That's not what I meant i.e. the crash might not be *caused* by a network
error.  For example, there might have been a bug in a pseudo-device I was
trying to add to the kernel (say).  Is it still the case that the client
can't core dump when it panics for non-network-related problems?

>	I will admit to being biased in my opinions but then so is
>	everyone else (and the world would be a boring place if we weren't).

Yes, but.. this is a technical forum, not a marketing forum :), so we've
all got to try and keep our opinions under control wherever possible :-)

>	OK, that's enough from me.
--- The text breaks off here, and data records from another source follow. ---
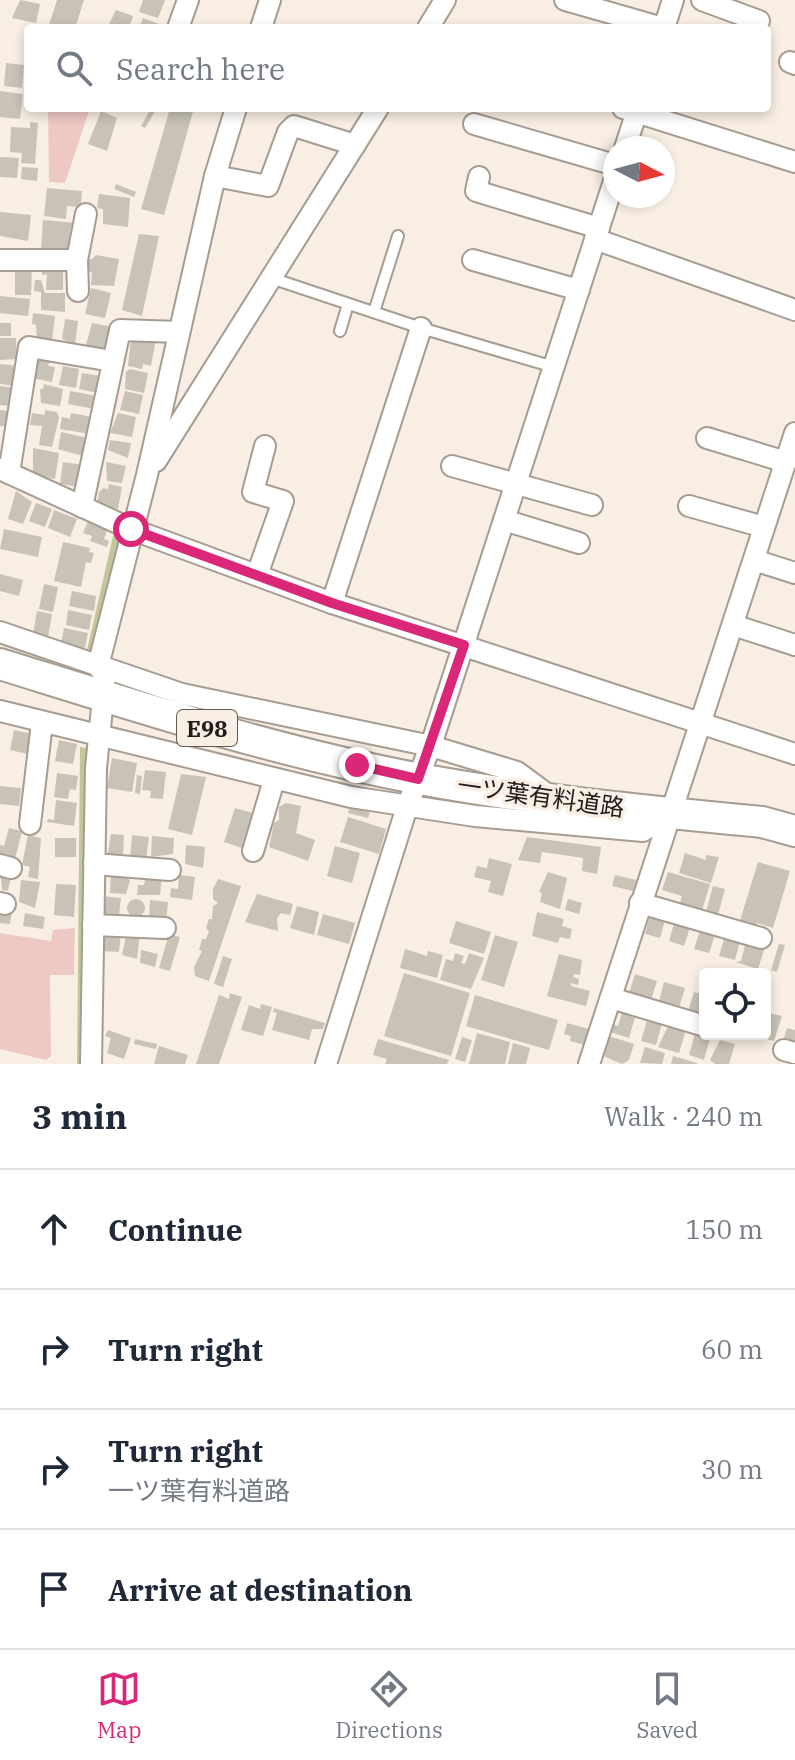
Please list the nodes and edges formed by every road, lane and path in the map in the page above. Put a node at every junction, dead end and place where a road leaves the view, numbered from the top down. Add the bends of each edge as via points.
1 (188, 0) edge
2 (270, 0) edge
3 (445, 0) edge
4 (565, 0) edge
5 (673, 0) edge
6 (702, 0) edge
7 (759, 21) dead end
8 (179, 24) edge
9 (263, 24) edge
10 (430, 24) edge
11 (650, 24) edge
12 (665, 24) edge
13 (235, 112) edge
14 (376, 112) edge
15 (631, 112) edge
16 (641, 112) edge
17 (474, 124) dead end
18 (627, 136) edge
19 (355, 145) junction
20 (603, 162) edge
21 (795, 162) edge
22 (215, 176) junction
23 (475, 191) dead end
24 (605, 208) edge
25 (86, 214) dead end
26 (597, 234) junction
27 (398, 236) dead end
28 (0, 260) edge
29 (77, 260) junction
30 (473, 260) dead end
31 (271, 278) junction
32 (579, 290) junction
33 (78, 291) dead end
34 (348, 304) junction
35 (795, 310) edge
36 (374, 312) junction
37 (421, 328) junction
38 (340, 331) dead end
39 (179, 332) junction
40 (112, 361) junction
41 (554, 367) junction
42 (795, 433) edge
43 (707, 438) dead end
44 (265, 446) dead end
45 (786, 462) junction
46 (452, 466) dead end
47 (4, 471) edge
48 (147, 475) junction
49 (517, 482) junction
50 (785, 498) edge
51 (592, 505) dead end
52 (689, 506) dead end
53 (82, 507) junction
54 (504, 520) junction
55 (764, 527) junction
56 (131, 529) junction
57 (579, 543) dead end
58 (754, 560) junction
59 (795, 573) edge
60 (257, 575) junction
61 (332, 603) junction
62 (733, 625) junction
63 (0, 632) edge
64 (464, 645) junction
65 (795, 645) edge
66 (0, 664) edge
67 (102, 671) junction
68 (102, 708) dead end
69 (0, 711) edge
70 (42, 723) junction
71 (701, 723) junction
72 (98, 738) junction
73 (431, 746) junction
74 (795, 754) edge
75 (418, 779) junction
76 (274, 780) junction
77 (554, 799) junction
78 (407, 807) junction
79 (669, 813) junction
80 (795, 819) edge
81 (762, 822) junction
82 (30, 824) dead end
83 (795, 831) edge
84 (253, 851) dead end
85 (94, 864) junction
86 (170, 870) dead end
87 (640, 903) junction
88 (93, 925) junction
89 (165, 928) dead end
90 (761, 938) dead end
91 (611, 998) junction
92 (699, 1024) edge
93 (91, 1064) edge
94 (326, 1064) edge
95 (590, 1064) edge

1 - 8 street
2 - 9 street
3 - 10 street
4 - 11 street
5 - 12 street
6 - 7 street
13 - 22 street
14 - 19 street
15 - 18 street
16 - 21 street
17 - 20 street
19 - 22 street via 294,126 268,186
19 - 31 street
22 - 39 street
23 - 26 street
24 - 26 street
25 - 29 street
26 - 32 street
26 - 35 street
27 - 36 lane
28 - 29 street
29 - 33 street
30 - 32 street
31 - 34 lane
31 - 48 street
32 - 41 street
34 - 36 lane
34 - 38 lane
36 - 37 lane
37 - 41 lane
37 - 61 street
39 - 40 street via 120,330
39 - 48 street
40 - 47 street via 29,347
40 - 53 street
41 - 49 street
42 - 45 street
43 - 45 street
44 - 60 street via 253,492 283,501
45 - 50 street
46 - 49 street
47 - 53 street
48 - 56 street
49 - 51 street
49 - 54 street
50 - 55 street
52 - 55 street
53 - 56 street
54 - 57 street
54 - 64 street
55 - 58 street
56 - 60 street
56 - 67 street
58 - 59 street
58 - 62 street
60 - 61 street
61 - 64 street
62 - 65 street
62 - 71 street
63 - 67 street
64 - 71 street
64 - 73 street
66 - 75 main road, 一ツ葉有料道路 / E98 via 198,725
67 - 73 street via 182,694
68 - 72 street
69 - 70 street
70 - 72 street
70 - 82 street
71 - 74 street
71 - 79 street
72 - 76 street
72 - 85 street
73 - 75 street
73 - 77 street via 517,772
75 - 77 main road, 一ツ葉有料道路 / E98
75 - 78 street
76 - 78 street
76 - 84 street
77 - 79 main road, 一ツ葉有料道路 / E98
78 - 79 street via 643,831
78 - 94 street
79 - 81 main road, 一ツ葉有料道路 / E98
79 - 87 street
80 - 81 main road
81 - 83 main road
85 - 86 street
85 - 88 street
87 - 90 street
87 - 91 street
88 - 89 street
88 - 93 street
91 - 92 street
91 - 95 street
I will now shut for a while and try
>	not to offend anyone else (seems to be difficult these days).

Hey, no problem Mark -- it's been fun.  Just hope everyone else has
enjoyed it.  I'll shut up now too.

tim marsland,   <tpm@cam.eng.ac.uk>
information engineering division,
cambridge university engineering dept.,

pae@athena.mit.edu (Philip Earnhardt) (06/13/90)

In article 1720009@hpbbi4.HP.COM Mark Lufkin writes:

> In article 8606@rasp.eng.cam.ac.uk tim marsland writes:
>> Yawn.  Look, I've got nothing against HP/Apollo NCS, and I've heard that
>> it has some technical improvements over SunRPC.  Great - I have some
>> tentative thought of my own about SunRPC failings.  However, I've never
>> heard the particular technical arguments in favour of NCS (despite asking
>> HP in January), and *would* be grateful if someone would post a brief
>> account of the differences, or points me at an HP document.  Enquiring
>> minds want to know.
>> 
>> To be brutal, I get the feeling that your posting is simply OSF posturing.
>> Fine, there are certainly people out there that like this sort of tosh
>> -- but please don't post it out in the guise of a non-answer to some guy's
>> question about a vaguely related problem.  If you want to advertise
>> NCS vs. SunRPC in this forum, *please* tell us why it's better.
>> ``Because OSF says it is'' is not really good enough!

Well, some time has passed since Mark's response to the request; I
wanted to present another point of view.  Disclaimer: I'm an engineer
for Netwise, and my opinions may not be impartial.  In any case, my
opinions do not reflect any official position of Netwise.

> OK, so I asked for that a bit. I promise I don't work for OSF though.
> It was not OSF posturing but I would admit to NCS posturing - it is
> my opinion though that NCS is better.
>
> The reasons why NCS was chosen over the Netwise/SUNrpc offering were:
> There is a fuller description the following documents:
>
> Apollo NCA and SUN ONC: A Comparison (Nathaniel Mishkin)
>
> A Comparison of Commercial RPC Systems (Joshua Levy)
> A response to the above by Nathaniel Mishkin
>
> I do not have any of these electrponically - if I find them I will
> make them available - if anyone else has them, they could do the
> same (the last two were in comp.misc some time back.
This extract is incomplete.